## PROBLEM
Would you transcribe each of the entries exactly, with nothing added or dropped?

-------------------------

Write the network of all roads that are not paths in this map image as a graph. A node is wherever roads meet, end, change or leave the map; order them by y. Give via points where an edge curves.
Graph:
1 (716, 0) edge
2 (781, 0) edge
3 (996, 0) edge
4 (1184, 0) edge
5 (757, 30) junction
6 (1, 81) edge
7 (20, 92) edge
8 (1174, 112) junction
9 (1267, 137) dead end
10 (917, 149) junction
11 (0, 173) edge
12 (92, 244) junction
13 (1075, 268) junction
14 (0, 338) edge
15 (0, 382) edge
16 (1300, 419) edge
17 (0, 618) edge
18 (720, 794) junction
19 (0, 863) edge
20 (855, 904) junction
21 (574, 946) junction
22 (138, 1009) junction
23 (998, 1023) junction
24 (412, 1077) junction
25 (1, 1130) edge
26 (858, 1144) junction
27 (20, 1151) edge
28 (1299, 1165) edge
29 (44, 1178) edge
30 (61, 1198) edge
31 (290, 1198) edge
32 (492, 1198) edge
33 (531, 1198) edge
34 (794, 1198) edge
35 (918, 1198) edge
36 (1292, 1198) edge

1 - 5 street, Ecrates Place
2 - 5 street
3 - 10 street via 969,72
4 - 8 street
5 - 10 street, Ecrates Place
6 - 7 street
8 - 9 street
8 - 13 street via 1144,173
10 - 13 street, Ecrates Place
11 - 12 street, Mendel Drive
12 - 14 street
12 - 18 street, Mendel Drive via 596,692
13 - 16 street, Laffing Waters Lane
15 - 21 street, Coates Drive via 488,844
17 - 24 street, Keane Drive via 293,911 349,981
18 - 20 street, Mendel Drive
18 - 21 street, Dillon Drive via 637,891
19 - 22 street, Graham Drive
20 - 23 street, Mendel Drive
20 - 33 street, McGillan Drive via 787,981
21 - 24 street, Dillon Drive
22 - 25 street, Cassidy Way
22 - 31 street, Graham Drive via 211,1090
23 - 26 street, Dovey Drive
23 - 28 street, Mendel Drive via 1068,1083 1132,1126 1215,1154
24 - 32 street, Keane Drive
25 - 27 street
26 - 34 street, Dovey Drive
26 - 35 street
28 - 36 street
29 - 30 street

-------------------------

## ANSWER BOX
Write the network of all roads that are not paths in this map image as a graph. A node is wherever roads meet, end, change or leave the map; order them by y. Give via points where an edge curves.
Graph:
1 (716, 0) edge
2 (781, 0) edge
3 (996, 0) edge
4 (1184, 0) edge
5 (757, 30) junction
6 (1, 81) edge
7 (20, 92) edge
8 (1174, 112) junction
9 (1267, 137) dead end
10 (917, 149) junction
11 (0, 173) edge
12 (92, 244) junction
13 (1075, 268) junction
14 (0, 338) edge
15 (0, 382) edge
16 (1300, 419) edge
17 (0, 618) edge
18 (720, 794) junction
19 (0, 863) edge
20 (855, 904) junction
21 (574, 946) junction
22 (138, 1009) junction
23 (998, 1023) junction
24 (412, 1077) junction
25 (1, 1130) edge
26 (858, 1144) junction
27 (20, 1151) edge
28 (1299, 1165) edge
29 (44, 1178) edge
30 (61, 1198) edge
31 (290, 1198) edge
32 (492, 1198) edge
33 (531, 1198) edge
34 (794, 1198) edge
35 (918, 1198) edge
36 (1292, 1198) edge

1 - 5 street, Ecrates Place
2 - 5 street
3 - 10 street via 969,72
4 - 8 street
5 - 10 street, Ecrates Place
6 - 7 street
8 - 9 street
8 - 13 street via 1144,173
10 - 13 street, Ecrates Place
11 - 12 street, Mendel Drive
12 - 14 street
12 - 18 street, Mendel Drive via 596,692
13 - 16 street, Laffing Waters Lane
15 - 21 street, Coates Drive via 488,844
17 - 24 street, Keane Drive via 293,911 349,981
18 - 20 street, Mendel Drive
18 - 21 street, Dillon Drive via 637,891
19 - 22 street, Graham Drive
20 - 23 street, Mendel Drive
20 - 33 street, McGillan Drive via 787,981
21 - 24 street, Dillon Drive
22 - 25 street, Cassidy Way
22 - 31 street, Graham Drive via 211,1090
23 - 26 street, Dovey Drive
23 - 28 street, Mendel Drive via 1068,1083 1132,1126 1215,1154
24 - 32 street, Keane Drive
25 - 27 street
26 - 34 street, Dovey Drive
26 - 35 street
28 - 36 street
29 - 30 street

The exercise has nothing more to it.